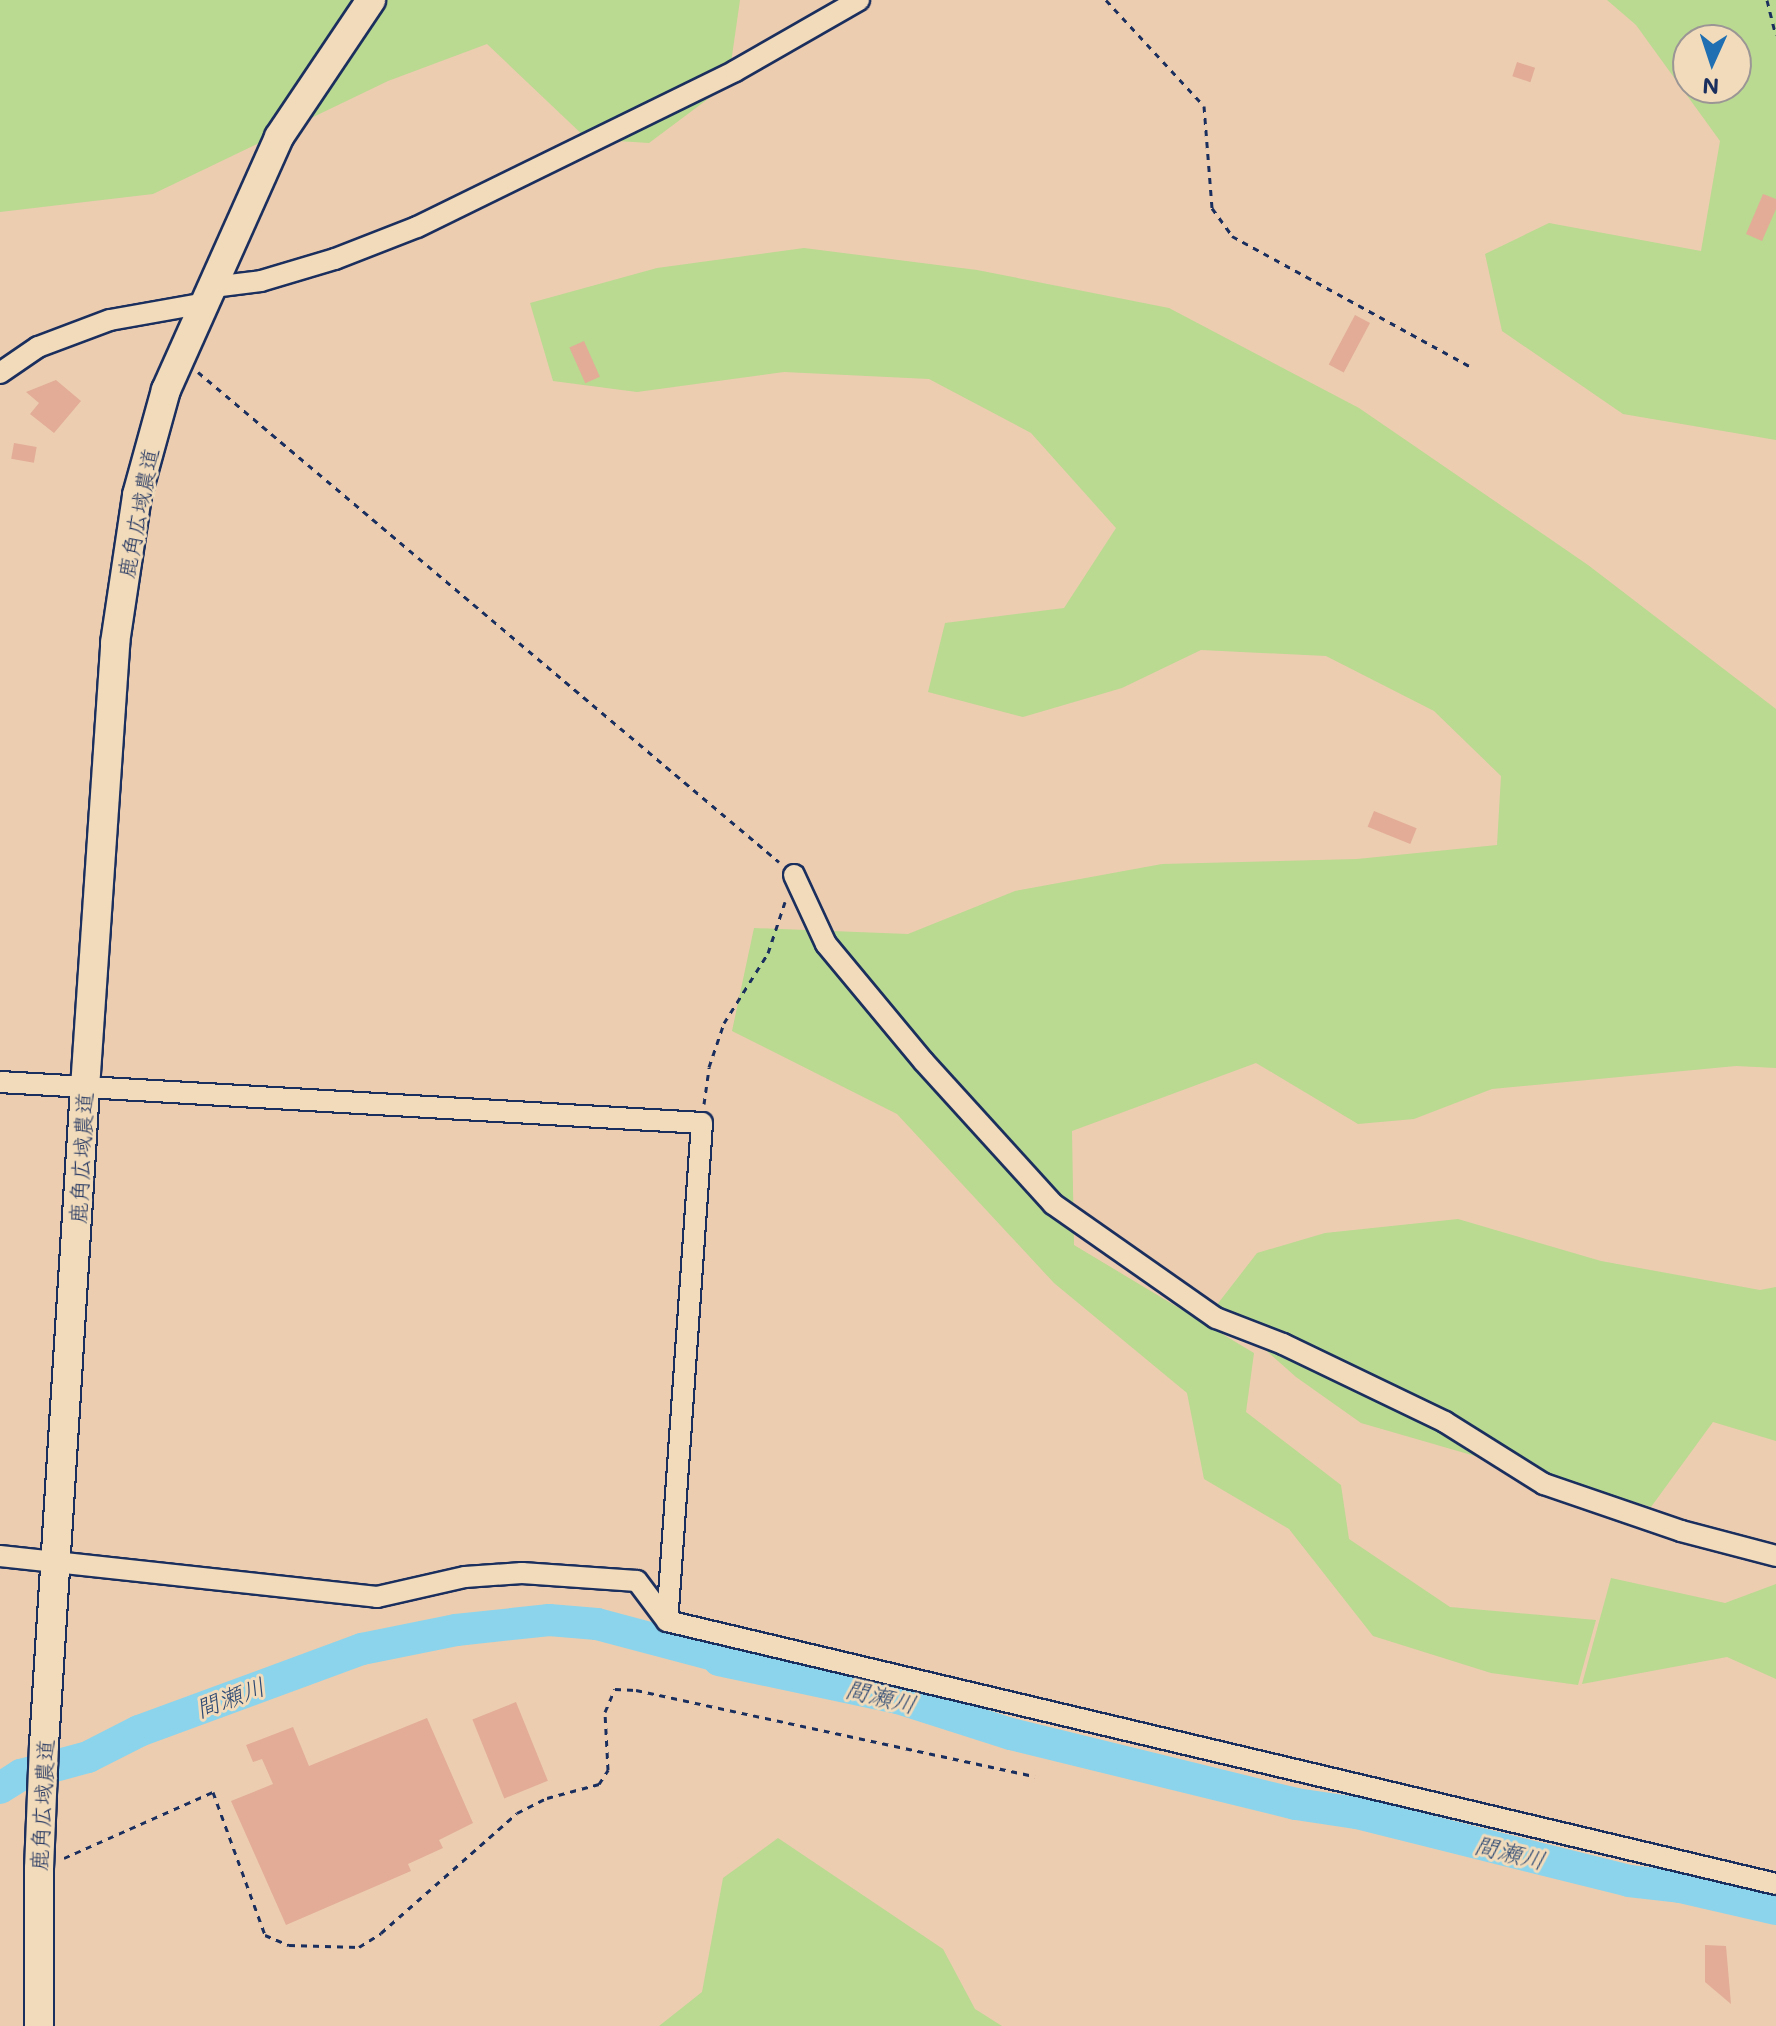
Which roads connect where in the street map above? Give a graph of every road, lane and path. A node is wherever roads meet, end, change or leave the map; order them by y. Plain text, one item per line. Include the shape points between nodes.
1 (371, 0) edge
2 (859, 0) edge
3 (1106, 0) edge
4 (1767, 0) edge
5 (1776, 35) edge
6 (209, 295) junction
7 (180, 357) junction
8 (1473, 368) dead end
9 (0, 373) edge
10 (794, 875) junction
11 (0, 1082) edge
12 (85, 1088) junction
13 (702, 1123) junction
14 (0, 1556) edge
15 (1776, 1556) edge
16 (58, 1563) junction
17 (667, 1621) junction
18 (1035, 1776) dead end
19 (39, 1869) junction
20 (1776, 1884) edge
21 (39, 2026) edge

1 - 6 street, 鹿角広域農道 via 279,137
2 - 6 street via 735,71 417,227 335,259
3 - 8 path via 1204,106 1212,208 1232,236
4 - 5 path
6 - 7 street, 鹿角広域農道
6 - 9 street via 110,320 38,347
7 - 10 path
7 - 12 street, 鹿角広域農道 via 137,495 115,643
10 - 13 path via 768,953 724,1023 709,1067
10 - 15 street via 826,944 1053,1204 1204,1309 1445,1422 1544,1484 1681,1531
11 - 12 street
12 - 13 street
12 - 16 street, 鹿角広域農道
13 - 17 street
14 - 16 street
16 - 17 street via 377,1597 465,1577 522,1573 637,1581
16 - 19 street, 鹿角広域農道
17 - 20 street
18 - 19 path via 615,1689 605,1712 608,1770 599,1784 547,1798 517,1813 359,1947 289,1945 265,1935 213,1792
19 - 21 street, 鹿角広域農道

=-=-=-=-=

-- ACTIVITY --
Set the listing above down again exactly, leaving pictures out.

-- SOLUTION BELOW --
Which roads connect where in the street map above? Give a graph of every road, lane and path. A node is wherever roads meet, end, change or leave the map; order them by y. Plain text, one item per line. Include the shape points between nodes.
1 (371, 0) edge
2 (859, 0) edge
3 (1106, 0) edge
4 (1767, 0) edge
5 (1776, 35) edge
6 (209, 295) junction
7 (180, 357) junction
8 (1473, 368) dead end
9 (0, 373) edge
10 (794, 875) junction
11 (0, 1082) edge
12 (85, 1088) junction
13 (702, 1123) junction
14 (0, 1556) edge
15 (1776, 1556) edge
16 (58, 1563) junction
17 (667, 1621) junction
18 (1035, 1776) dead end
19 (39, 1869) junction
20 (1776, 1884) edge
21 (39, 2026) edge

1 - 6 street, 鹿角広域農道 via 279,137
2 - 6 street via 735,71 417,227 335,259
3 - 8 path via 1204,106 1212,208 1232,236
4 - 5 path
6 - 7 street, 鹿角広域農道
6 - 9 street via 110,320 38,347
7 - 10 path
7 - 12 street, 鹿角広域農道 via 137,495 115,643
10 - 13 path via 768,953 724,1023 709,1067
10 - 15 street via 826,944 1053,1204 1204,1309 1445,1422 1544,1484 1681,1531
11 - 12 street
12 - 13 street
12 - 16 street, 鹿角広域農道
13 - 17 street
14 - 16 street
16 - 17 street via 377,1597 465,1577 522,1573 637,1581
16 - 19 street, 鹿角広域農道
17 - 20 street
18 - 19 path via 615,1689 605,1712 608,1770 599,1784 547,1798 517,1813 359,1947 289,1945 265,1935 213,1792
19 - 21 street, 鹿角広域農道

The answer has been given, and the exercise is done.